Pathological diagnosis confirmed that all patients had ccRCC. No significant differences were found in the distribution of age, sex, or body mass index between patients with ccRCC and matched healthy people. A total of 32 amino acids were quantitatively analyzed, and serum levels of 23 amino acids were significantly different between the 2 groups. A predictive logistic regression model containing histidine, glutamine, 1-methyl histidine, and norvaline was constructed. Receiver operating characteristic (ROC) curves for all patients with ccRCC and controls, patients with T1 ccRCC and controls, patients with Fuhrman grade 1 to 2 ccRCC and controls, patients with T2 ccRCC and controls, and patients with Fuhrman grade 3 ccRCC and controls were drawn based on the model. The area under the curve values of the 5 receiver operating characteristic curves were 0.878, 0.885, 0.890, 0.830, and 0.788, respectively. Patients with higher model scores (>2) had significantly poorer progression-free survival (PFS) than patients with lower model scores (≤2). Multivariable Cox regression analysis showed that logistic regression model score was an independent predictor of PFS.
Serum amino acid levels are a potential predictive biomarker for distinguishing patients with ccRCC, especially early T-stage and low Fuhrman grade patients, from healthy people. Serum amino acid levels can also be used in the prognostic evaluation of patients with ccRCC.
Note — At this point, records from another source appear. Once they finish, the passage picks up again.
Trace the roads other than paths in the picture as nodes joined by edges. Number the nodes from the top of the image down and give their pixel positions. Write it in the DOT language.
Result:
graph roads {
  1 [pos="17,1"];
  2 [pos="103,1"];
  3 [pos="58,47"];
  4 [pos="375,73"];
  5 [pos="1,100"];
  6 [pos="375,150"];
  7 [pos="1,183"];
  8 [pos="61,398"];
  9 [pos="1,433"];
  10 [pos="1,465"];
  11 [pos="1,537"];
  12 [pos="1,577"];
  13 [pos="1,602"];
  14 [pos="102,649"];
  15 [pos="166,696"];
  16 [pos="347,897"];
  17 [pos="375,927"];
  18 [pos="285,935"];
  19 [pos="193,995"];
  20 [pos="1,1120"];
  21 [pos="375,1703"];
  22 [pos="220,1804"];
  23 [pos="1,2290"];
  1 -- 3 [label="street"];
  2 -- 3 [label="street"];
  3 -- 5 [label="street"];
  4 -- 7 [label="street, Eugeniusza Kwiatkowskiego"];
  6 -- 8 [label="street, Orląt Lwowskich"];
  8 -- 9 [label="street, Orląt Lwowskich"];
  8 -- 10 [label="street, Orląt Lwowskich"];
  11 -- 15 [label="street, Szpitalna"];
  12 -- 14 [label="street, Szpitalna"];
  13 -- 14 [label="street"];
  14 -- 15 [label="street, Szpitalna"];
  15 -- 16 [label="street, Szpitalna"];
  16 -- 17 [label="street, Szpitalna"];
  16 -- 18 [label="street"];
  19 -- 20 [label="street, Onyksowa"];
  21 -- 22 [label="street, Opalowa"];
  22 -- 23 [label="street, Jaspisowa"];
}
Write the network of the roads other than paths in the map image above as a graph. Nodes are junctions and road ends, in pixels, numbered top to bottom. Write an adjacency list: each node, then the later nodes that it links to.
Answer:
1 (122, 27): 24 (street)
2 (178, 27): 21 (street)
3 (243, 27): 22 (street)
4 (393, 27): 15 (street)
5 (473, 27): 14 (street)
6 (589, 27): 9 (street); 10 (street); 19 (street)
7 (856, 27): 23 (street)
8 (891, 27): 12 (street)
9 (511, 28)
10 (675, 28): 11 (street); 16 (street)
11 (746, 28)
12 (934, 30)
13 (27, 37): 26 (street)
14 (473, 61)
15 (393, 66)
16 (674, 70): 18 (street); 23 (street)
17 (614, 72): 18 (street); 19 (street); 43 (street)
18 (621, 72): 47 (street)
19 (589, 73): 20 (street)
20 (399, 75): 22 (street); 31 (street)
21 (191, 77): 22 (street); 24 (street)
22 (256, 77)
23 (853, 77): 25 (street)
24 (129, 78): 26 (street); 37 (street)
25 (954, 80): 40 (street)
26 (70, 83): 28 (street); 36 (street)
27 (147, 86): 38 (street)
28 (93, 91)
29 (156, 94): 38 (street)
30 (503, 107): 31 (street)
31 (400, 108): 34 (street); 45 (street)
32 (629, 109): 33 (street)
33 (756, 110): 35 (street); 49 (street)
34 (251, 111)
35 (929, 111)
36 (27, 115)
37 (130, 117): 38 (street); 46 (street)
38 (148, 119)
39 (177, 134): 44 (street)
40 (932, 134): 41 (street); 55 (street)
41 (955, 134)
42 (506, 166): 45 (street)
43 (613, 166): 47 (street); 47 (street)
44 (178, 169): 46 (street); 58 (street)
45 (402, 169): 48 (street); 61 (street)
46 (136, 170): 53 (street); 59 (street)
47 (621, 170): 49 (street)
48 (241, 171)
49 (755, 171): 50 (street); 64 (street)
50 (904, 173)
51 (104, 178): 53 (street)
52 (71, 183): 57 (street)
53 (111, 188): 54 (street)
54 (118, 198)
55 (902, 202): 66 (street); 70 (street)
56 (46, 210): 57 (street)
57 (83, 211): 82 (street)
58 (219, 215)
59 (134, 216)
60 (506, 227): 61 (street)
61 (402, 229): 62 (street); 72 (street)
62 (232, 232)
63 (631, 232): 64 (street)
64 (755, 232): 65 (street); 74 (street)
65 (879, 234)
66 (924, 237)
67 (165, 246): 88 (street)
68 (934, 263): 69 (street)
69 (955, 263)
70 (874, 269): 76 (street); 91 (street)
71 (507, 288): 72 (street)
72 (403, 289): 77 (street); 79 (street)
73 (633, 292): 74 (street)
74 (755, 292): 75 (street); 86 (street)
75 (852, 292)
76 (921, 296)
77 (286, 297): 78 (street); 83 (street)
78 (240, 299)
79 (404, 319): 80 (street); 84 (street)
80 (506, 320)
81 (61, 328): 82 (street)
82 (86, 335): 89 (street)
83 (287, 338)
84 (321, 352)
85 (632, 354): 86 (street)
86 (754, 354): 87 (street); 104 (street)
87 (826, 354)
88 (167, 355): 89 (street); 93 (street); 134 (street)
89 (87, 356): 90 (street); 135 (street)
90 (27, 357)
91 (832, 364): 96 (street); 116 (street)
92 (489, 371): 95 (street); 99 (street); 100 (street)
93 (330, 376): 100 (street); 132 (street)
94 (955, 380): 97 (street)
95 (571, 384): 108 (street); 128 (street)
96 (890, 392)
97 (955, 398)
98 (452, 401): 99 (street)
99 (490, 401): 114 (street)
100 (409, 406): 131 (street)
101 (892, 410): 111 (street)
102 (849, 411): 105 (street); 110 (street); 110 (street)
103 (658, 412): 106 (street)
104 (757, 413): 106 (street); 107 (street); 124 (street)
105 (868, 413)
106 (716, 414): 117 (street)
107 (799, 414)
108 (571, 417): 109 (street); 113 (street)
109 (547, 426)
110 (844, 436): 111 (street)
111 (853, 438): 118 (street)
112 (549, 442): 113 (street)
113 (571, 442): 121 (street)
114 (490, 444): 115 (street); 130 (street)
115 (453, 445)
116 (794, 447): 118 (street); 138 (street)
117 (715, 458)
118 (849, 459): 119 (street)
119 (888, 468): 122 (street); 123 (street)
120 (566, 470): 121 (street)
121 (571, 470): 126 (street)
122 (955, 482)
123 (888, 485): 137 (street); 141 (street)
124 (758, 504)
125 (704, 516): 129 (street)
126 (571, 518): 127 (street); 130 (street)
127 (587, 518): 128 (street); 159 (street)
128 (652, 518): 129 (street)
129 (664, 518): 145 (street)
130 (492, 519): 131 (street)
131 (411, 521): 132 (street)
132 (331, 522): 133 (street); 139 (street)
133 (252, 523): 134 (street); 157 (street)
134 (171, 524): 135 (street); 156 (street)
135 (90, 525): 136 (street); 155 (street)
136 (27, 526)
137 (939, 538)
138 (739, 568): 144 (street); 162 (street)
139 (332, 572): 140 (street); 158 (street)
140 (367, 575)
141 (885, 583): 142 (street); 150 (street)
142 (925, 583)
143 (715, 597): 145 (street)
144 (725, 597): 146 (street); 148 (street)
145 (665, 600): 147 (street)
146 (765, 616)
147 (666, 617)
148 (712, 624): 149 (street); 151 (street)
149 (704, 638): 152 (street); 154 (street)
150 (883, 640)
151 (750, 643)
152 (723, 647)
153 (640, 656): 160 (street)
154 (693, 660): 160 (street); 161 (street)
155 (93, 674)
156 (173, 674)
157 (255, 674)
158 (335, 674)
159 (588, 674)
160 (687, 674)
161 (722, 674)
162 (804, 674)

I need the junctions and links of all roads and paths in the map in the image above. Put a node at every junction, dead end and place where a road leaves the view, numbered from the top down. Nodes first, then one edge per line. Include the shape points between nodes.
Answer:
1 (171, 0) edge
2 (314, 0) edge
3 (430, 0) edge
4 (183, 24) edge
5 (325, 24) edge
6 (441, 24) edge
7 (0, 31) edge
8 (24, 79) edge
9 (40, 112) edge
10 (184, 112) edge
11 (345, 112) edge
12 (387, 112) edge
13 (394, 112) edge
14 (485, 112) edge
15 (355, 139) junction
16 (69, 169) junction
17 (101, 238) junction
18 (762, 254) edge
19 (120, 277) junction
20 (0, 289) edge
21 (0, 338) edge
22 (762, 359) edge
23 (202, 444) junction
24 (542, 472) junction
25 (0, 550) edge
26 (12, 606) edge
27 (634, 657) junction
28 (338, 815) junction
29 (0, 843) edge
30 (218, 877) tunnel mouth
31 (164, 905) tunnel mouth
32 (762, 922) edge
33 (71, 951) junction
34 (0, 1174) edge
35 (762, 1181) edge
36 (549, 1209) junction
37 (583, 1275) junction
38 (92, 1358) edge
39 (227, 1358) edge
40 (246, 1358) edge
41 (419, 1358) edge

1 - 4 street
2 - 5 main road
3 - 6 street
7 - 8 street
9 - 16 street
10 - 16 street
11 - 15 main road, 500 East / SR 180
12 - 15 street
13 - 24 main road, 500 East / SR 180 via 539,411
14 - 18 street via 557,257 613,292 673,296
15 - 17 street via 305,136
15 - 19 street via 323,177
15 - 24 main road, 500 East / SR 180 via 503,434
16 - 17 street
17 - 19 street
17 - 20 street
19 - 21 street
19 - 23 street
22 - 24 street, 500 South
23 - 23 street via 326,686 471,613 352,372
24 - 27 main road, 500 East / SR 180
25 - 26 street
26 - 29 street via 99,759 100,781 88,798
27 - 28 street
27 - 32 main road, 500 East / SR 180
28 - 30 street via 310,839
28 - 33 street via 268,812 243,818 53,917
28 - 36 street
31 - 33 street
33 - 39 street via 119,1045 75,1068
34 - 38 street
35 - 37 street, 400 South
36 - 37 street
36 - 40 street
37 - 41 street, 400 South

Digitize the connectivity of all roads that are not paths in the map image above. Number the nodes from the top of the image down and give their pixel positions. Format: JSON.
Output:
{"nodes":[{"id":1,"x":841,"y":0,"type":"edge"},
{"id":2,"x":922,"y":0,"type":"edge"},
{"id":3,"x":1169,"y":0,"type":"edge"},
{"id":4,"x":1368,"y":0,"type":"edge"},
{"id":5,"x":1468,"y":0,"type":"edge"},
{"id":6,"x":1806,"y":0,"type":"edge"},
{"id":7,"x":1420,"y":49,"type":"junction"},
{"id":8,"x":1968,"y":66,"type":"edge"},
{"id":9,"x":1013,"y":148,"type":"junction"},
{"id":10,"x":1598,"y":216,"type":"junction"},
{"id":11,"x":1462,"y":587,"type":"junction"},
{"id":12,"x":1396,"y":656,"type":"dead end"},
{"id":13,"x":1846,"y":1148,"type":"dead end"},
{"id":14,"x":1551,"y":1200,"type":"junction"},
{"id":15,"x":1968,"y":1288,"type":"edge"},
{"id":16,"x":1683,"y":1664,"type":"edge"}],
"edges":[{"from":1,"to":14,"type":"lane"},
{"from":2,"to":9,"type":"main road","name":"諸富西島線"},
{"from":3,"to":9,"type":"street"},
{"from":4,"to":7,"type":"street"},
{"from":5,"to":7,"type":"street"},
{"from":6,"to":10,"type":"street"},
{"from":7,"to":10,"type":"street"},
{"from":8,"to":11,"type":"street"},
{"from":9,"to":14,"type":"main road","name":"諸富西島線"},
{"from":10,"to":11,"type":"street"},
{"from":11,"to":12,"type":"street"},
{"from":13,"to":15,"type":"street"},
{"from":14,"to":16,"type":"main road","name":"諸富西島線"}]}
探讨基于血清氨基酸水平的逻辑回归模型的预测价值和预后价值。
本研究纳入了2015年4月至2015年6月在中国人民解放军总医院收治的42例透明细胞肾细胞癌(ccRCC)患者和66例匹配的健康人。采用等压标签相对与绝对定量-液相色谱-串联质谱法(iTRAQ-LC-MS/MS)分析两组的血清样本。两组变量采用Student's t检验或卡方检验进行比较。通过逻辑回归分析构建预测模型。采用Kaplan-Meier生存分析和Cox回归分析评估肿瘤学结局。
病理诊断证实所有患者均为ccRCC。ccRCC患者与匹配的健康人在年龄、性别或体重指数分布上未发现显著差异。共对32种氨基酸进行了定量分析,两组间23种氨基酸的血清水平存在显著差异。构建了一个包含组氨酸、谷氨酰胺、1-甲基组氨酸和正缬氨酸的预测逻辑回归模型。基于该模型绘制了所有ccRCC患者与对照组、T1期ccRCC患者与对照组、Fuhrman 1至2级ccRCC患者与对照组、T2期ccRCC患者与对照组以及Fuhrman 3级ccRCC患者与对照组的受试者工作特征(ROC)曲线。5条ROC曲线的曲线下面积值分别为0.878、0.885、0.890、0.830和0.788。模型评分较高(>2)的患者无进展生存期(PFS)明显低于模型评分较低(≤2)的患者。多变量Cox回归分析表明,逻辑回归模型评分是PFS的独立预测因子。
血清氨基酸水平是区分ccRCC患者,尤其是早期T分期和低Fuhrman分级患者与健康人的潜在预测生物标志物。血清氨基酸水平也可用于ccRCC患者的预后评估。